Rio sob fogo: operação policial reacende debate eleitoral?
O massacre ocorrido durante uma megaoperação policial no Rio de Janeiro levanta questões sobre uma possível manobra política da direita. A ação, que resultou em um número alarmante de mortes, surge em um momento em que a pauta política parecia se concentrar em outros temas, como as relações entre Brasil e Estados Unidos e seus desdobramentos econômicos e geopolíticos.
Nos meses anteriores, o governo federal havia conseguido recuperar um discurso favorável, defendendo os interesses da população mais vulnerável e resgatando bandeiras como a soberania nacional e a luta contra a corrupção. A reaproximação com os Estados Unidos sob a administração Trump, inclusive, deu ao governo uma nova posição no cenário internacional.
Esse cenário de recuperação política e popularidade do governo parece ter impulsionado a direita a recorrer a uma estratégia já conhecida: a pauta da segurança pública, com o uso ostensivo da força. A operação no Rio de Janeiro, com suas consequências trágicas, pode ser vista como uma tentativa de reacender o debate sobre o tema, capitalizando o sentimento de insegurança da população.
Desde o início, o governo do estado acusou o governo federal de omissão no combate ao crime organizado, buscando transferir a responsabilidade pela escalada da violência. A operação, que ignorou recomendações sobre o uso de armamento militar em áreas densamente povoadas, resultou em um número de mortes sem precedentes, além de deixar milhões de pessoas em pânico e com sua rotina afetada.
Apesar das críticas e da comoção social, a direita aposta no discurso do “pulso firme” como forma de mobilizar seu eleitorado, especialmente em um contexto de ausência de políticas de segurança eficazes. Estratégias semelhantes já foram utilizadas em outras ocasiões, como nas operações do Jacarezinho e da Vila Cruzeiro, com resultados igualmente desastrosos.
Pesquisas indicam que a segurança pública será uma das principais preocupações dos eleitores nas próximas eleições. Consciente disso, o governo do estado demonstra claramente a intenção de explorar o tema, mesmo que isso signifique o aumento da violência e o sofrimento da população.
Entretanto, o excesso de violência na operação pode ter gerado um efeito contrário, despertando um sentimento de comoção e questionamento sobre a forma como o problema da criminalidade tem sido abordado. Em contrapartida, o governo federal tem buscado apresentar uma alternativa, com ações baseadas em inteligência e investigação financeira, como a operação Carbono Oculto, que desmantelou um esquema bilionário de lavagem de dinheiro sem o uso de violência.

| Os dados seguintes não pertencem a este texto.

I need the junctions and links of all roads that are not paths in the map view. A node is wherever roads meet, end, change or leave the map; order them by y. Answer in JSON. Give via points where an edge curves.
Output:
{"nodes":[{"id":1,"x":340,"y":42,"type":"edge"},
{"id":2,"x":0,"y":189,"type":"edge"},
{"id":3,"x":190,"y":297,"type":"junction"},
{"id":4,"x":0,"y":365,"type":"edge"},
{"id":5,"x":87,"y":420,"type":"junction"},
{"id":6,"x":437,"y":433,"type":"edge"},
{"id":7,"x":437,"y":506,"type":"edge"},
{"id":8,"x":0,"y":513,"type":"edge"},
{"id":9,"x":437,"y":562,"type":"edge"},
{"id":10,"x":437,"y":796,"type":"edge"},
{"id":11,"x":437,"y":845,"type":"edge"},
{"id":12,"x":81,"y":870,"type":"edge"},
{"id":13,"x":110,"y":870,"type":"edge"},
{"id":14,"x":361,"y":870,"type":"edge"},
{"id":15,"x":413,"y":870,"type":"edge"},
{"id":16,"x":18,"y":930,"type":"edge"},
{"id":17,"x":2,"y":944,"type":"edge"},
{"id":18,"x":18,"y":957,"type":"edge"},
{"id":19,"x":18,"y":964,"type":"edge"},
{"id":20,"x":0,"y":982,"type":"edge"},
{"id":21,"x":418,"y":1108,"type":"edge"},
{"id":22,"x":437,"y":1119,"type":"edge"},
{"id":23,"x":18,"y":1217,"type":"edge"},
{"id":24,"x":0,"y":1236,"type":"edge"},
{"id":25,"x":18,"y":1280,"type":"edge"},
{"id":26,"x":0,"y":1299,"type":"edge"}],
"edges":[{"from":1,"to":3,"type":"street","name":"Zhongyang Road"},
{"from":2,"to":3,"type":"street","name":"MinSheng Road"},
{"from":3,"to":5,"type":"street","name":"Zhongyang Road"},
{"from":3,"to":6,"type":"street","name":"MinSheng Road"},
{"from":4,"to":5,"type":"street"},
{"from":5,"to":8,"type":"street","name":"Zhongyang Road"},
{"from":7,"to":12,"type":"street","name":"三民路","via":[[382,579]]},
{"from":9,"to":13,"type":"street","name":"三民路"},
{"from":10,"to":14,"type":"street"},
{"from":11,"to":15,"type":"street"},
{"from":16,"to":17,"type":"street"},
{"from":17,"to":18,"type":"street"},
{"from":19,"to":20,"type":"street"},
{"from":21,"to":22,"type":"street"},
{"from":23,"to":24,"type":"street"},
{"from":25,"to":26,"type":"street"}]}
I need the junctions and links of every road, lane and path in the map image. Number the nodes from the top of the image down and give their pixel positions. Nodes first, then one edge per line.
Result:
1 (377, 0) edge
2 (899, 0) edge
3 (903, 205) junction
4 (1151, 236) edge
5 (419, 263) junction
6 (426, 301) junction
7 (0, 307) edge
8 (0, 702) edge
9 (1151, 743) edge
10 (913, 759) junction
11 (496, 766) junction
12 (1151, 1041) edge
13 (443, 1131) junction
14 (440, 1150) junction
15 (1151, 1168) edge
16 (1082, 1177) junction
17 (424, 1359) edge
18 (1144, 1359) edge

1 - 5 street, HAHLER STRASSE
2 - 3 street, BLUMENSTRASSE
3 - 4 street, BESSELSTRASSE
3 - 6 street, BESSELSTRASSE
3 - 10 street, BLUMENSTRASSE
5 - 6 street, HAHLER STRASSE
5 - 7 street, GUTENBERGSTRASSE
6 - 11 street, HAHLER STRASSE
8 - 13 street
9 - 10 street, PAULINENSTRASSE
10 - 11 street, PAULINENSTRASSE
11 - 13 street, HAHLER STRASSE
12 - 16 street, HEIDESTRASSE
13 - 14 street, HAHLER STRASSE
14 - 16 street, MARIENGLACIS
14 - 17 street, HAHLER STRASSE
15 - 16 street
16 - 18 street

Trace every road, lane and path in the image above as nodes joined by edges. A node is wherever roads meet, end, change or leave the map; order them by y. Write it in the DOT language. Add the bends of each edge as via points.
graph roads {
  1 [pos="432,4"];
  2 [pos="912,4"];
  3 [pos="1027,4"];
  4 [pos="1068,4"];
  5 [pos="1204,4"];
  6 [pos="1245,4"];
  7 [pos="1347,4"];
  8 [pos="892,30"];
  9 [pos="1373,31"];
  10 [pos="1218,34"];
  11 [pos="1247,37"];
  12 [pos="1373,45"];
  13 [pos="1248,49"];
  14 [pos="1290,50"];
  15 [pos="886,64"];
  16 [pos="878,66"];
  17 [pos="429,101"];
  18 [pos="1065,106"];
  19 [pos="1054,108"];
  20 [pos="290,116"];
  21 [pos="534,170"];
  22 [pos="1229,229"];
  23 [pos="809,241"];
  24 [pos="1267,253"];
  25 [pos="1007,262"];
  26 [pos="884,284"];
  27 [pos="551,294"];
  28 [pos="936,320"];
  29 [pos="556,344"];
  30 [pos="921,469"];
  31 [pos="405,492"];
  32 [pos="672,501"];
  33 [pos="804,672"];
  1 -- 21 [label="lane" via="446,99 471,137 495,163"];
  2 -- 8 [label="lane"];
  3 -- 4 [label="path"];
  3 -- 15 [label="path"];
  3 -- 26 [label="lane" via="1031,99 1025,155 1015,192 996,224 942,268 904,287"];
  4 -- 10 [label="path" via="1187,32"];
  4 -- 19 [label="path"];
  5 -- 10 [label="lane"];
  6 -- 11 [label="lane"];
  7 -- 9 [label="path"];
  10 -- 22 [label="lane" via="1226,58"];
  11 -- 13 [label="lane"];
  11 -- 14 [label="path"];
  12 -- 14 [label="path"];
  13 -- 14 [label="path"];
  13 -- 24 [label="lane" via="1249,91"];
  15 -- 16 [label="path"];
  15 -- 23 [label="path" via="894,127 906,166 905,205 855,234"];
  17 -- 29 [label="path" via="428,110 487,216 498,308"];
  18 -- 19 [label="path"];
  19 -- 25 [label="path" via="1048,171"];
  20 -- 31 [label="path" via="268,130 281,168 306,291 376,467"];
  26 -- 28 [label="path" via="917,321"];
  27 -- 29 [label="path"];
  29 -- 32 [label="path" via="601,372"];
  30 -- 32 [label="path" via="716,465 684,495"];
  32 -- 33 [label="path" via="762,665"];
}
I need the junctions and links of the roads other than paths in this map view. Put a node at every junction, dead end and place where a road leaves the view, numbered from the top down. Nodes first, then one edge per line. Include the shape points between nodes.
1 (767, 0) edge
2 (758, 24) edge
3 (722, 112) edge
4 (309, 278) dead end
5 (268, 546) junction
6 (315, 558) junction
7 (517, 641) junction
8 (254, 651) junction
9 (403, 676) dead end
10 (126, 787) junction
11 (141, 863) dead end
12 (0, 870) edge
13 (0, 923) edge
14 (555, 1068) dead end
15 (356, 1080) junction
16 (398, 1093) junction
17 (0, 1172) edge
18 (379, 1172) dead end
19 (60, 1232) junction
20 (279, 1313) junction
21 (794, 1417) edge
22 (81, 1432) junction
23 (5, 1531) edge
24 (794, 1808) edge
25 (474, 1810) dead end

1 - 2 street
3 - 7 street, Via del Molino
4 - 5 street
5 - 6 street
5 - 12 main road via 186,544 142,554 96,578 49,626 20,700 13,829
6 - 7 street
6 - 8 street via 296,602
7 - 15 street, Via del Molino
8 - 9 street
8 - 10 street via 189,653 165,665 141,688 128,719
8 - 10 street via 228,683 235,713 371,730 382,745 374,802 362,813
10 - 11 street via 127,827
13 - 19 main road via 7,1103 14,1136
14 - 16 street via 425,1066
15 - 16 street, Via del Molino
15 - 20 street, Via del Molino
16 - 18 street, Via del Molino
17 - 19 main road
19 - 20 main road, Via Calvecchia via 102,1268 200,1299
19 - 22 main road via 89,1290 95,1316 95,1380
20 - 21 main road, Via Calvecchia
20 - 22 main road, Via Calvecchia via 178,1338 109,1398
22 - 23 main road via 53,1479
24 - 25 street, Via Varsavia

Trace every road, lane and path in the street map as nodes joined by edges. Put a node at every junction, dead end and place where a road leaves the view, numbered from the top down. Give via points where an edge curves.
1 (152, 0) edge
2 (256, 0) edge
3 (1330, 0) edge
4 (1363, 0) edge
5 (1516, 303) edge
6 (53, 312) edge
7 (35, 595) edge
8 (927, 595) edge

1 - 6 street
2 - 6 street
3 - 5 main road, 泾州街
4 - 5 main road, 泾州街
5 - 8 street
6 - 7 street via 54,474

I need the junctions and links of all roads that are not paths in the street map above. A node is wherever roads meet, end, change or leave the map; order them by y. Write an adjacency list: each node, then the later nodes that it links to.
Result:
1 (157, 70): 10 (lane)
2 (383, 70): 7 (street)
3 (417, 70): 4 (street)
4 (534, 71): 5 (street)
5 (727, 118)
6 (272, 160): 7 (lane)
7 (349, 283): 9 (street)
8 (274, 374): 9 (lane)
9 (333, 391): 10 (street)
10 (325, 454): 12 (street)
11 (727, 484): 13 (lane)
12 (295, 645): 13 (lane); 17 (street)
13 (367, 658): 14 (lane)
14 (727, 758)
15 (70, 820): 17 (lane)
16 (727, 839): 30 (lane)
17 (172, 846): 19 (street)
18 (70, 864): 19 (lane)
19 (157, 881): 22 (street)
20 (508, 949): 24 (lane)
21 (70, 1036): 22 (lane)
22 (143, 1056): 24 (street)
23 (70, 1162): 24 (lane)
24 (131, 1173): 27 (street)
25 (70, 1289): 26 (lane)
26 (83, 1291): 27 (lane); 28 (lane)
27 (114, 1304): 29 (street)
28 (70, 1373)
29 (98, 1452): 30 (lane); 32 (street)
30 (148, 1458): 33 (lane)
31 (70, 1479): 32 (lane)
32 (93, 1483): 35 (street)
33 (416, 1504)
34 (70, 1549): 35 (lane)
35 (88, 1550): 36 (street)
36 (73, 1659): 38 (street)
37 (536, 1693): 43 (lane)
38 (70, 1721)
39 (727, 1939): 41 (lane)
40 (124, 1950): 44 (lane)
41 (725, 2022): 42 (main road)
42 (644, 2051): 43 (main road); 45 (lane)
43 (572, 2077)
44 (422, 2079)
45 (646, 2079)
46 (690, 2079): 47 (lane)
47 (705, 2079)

A sociedade parece ter percebido a diferença, e a operação Carbono Oculto teve repercussão positiva, abrindo espaço para um novo debate sobre a segurança pública. O governo federal também apresentou uma proposta de emenda à Constituição com o objetivo de fortalecer a integração das forças federais, estaduais e municipais no combate ao crime.
Diante desse cenário, a tragédia no Rio de Janeiro pode acelerar a aprovação da PEC da Segurança, em resposta à comoção pública, e abrir um debate decisivo sobre os rumos da segurança pública no país. A discussão tende a se polarizar entre duas abordagens antagônicas: a aposta na inteligência e na integração policial, e a versão 2.0 da “Guerra às Drogas”, com a importação de discursos e estratégias que já se mostraram ineficazes e danosas em outros países.